@nleadholm presents Monty’s action policies, design, types, and applications. He explores utility policies for initializing agents, input-driven reflexive policies, and learning-module-driven policies for model-based actions. He also highlights future work targeting modular multi-agent systems, improving exploration efficiency, and advancing hierarchical learning to manage compositional objects effectively.
Slowely working my way through these vids.
In regards to Jeff’s comment found at the 37-minute mark, it could be that those extra V1 layers are performing a kind of binocular disparity compensation–gauging depth (as he had suggested).

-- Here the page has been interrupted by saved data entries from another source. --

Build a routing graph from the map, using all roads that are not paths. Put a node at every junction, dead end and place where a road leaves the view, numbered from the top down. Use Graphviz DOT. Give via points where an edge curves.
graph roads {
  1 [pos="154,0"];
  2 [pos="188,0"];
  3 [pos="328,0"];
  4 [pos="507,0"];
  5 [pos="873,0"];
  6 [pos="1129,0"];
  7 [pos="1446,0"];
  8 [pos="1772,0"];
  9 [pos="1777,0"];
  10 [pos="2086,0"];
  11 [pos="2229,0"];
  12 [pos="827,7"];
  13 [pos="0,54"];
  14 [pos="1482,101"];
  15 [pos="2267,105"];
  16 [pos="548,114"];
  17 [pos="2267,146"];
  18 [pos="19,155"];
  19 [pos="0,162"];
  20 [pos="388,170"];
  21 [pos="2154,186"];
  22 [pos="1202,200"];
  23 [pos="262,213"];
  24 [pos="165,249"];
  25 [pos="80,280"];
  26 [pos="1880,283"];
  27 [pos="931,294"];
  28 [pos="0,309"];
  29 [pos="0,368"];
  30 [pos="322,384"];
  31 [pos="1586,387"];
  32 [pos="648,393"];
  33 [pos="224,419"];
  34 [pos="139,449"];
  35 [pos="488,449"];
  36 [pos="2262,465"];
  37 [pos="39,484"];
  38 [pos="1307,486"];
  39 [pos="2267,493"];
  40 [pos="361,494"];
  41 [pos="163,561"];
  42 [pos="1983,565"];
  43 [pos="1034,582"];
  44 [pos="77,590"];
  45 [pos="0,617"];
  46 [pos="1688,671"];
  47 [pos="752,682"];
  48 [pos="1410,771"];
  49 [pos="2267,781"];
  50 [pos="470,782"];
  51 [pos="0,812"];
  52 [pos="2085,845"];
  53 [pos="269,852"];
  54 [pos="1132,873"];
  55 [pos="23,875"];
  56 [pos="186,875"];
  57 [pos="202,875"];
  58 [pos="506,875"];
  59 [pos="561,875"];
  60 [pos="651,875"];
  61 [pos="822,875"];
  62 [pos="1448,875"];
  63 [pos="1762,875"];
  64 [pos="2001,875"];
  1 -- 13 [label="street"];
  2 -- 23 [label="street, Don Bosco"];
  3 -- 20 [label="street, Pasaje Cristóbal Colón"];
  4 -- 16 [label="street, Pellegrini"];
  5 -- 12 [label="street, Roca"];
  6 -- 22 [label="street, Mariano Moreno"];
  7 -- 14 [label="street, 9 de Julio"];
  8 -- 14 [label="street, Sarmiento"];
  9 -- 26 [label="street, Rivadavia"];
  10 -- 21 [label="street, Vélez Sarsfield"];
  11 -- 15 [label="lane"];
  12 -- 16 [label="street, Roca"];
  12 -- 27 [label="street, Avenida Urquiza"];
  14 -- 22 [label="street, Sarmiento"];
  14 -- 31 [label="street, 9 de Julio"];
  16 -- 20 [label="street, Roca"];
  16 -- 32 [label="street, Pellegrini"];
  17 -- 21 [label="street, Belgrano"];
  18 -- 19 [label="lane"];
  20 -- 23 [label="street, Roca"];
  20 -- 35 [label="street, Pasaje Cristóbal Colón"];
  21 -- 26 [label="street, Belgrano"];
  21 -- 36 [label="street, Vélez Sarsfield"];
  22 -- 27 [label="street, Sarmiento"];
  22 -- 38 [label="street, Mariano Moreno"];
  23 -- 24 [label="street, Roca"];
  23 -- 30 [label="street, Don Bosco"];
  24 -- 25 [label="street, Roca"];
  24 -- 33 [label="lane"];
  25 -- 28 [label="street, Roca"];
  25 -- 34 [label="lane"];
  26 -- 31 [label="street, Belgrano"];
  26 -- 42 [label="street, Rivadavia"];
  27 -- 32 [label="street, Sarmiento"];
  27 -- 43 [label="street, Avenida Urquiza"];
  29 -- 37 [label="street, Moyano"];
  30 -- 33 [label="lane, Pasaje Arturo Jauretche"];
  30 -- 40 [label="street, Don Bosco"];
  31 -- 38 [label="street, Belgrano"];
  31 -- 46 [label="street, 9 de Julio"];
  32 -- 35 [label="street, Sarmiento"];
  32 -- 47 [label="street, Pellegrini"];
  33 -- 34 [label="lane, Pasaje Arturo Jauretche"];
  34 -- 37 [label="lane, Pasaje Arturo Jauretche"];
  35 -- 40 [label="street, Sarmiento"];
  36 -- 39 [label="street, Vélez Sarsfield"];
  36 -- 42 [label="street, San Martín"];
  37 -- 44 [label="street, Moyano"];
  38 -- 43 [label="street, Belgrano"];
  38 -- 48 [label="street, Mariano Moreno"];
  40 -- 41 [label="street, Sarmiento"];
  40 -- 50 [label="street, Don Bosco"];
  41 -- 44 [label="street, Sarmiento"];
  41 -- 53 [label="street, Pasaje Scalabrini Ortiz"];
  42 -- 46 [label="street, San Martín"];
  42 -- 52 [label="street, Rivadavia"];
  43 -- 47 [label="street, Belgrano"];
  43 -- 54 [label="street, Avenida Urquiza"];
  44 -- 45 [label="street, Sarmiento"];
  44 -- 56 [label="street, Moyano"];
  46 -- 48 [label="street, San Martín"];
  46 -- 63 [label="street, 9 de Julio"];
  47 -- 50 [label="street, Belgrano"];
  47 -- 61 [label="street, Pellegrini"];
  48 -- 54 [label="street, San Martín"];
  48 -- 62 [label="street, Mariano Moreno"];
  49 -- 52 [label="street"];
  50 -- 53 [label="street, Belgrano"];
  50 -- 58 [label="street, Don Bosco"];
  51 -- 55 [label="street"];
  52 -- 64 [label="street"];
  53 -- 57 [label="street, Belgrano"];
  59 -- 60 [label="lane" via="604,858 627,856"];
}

I was recently reading an interesting dissertation on Reference Frames in Human Sensory, Motor and Cognitive Processing and they had actually modelled this into their system to assist with visually-guided reaching. (You can find the section somewhere around page 80 - 81).

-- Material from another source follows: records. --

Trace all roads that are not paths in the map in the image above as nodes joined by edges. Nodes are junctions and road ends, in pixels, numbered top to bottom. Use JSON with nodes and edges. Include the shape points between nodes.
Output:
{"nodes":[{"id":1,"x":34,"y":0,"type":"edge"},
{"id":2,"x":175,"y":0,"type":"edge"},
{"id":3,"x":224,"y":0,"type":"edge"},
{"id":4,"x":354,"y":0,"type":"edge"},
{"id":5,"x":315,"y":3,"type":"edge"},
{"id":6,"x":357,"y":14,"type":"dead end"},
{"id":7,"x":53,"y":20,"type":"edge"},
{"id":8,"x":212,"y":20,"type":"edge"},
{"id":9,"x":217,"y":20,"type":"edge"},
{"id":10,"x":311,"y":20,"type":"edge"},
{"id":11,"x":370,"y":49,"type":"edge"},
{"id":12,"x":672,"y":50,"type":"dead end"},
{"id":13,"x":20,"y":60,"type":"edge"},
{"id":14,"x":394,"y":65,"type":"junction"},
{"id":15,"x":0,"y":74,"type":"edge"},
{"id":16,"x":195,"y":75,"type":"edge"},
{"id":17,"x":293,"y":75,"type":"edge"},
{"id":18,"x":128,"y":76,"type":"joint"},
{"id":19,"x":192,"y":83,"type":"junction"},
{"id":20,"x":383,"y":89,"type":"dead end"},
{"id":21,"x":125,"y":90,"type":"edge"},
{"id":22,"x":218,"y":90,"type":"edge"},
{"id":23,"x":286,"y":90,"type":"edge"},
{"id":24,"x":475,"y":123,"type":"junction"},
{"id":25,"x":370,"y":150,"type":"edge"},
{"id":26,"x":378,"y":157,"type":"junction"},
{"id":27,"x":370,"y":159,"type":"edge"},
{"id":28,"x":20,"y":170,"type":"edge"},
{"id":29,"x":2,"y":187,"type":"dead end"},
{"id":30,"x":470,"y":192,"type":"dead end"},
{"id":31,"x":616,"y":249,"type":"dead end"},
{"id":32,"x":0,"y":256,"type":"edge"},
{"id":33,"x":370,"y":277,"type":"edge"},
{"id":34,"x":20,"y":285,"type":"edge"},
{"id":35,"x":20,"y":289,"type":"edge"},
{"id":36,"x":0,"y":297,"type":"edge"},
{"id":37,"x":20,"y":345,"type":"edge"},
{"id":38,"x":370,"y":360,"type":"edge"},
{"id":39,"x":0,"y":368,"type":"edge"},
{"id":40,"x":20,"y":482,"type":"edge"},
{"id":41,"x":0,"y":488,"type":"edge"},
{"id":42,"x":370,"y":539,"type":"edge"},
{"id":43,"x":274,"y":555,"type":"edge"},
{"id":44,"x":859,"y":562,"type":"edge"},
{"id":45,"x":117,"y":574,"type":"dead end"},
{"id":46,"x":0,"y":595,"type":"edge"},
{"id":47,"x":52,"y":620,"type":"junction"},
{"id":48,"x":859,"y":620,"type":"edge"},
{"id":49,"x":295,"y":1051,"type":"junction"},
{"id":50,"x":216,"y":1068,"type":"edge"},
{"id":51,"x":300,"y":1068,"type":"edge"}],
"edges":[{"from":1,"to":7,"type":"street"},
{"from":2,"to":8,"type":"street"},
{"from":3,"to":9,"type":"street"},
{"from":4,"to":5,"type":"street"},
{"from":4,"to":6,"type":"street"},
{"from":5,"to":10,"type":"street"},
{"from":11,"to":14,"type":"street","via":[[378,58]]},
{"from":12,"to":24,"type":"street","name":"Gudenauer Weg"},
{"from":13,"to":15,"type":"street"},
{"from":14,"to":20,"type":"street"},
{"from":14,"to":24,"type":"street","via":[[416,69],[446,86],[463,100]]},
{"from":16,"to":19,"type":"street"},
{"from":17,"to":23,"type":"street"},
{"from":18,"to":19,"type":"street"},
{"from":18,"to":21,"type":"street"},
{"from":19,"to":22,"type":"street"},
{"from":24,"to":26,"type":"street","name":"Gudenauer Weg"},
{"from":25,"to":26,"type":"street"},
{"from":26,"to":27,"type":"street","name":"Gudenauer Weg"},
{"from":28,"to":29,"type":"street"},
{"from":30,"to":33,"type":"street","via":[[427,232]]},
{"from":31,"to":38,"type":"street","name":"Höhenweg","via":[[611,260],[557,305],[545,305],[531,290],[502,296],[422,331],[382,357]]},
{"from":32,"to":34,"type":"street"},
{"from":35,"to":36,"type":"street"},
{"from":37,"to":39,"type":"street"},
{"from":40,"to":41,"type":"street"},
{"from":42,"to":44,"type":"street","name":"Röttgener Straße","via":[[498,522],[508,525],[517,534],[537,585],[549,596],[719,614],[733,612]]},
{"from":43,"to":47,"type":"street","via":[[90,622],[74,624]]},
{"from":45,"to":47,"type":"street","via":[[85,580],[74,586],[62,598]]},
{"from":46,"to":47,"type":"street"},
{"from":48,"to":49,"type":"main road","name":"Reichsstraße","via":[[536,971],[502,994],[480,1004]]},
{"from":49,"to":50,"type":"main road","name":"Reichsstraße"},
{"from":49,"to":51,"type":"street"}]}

But anyways, the relevant bits are that they managed to do this by coordinating stereopair mappings (one retinotopic mapping from each “eye”), perform that binocular-disparity compensation, then generate luminance profiling from those maps. They called this new, combined reference frame a “cyclopean map.”
They then used this to represent target and end effector positioning (similar to your body RF → model RF transforms, I think), and drive motor function towards their target. Not sure if this will prove useful to you guys at all, but it seemed relevant and, if nothing else, was interesting.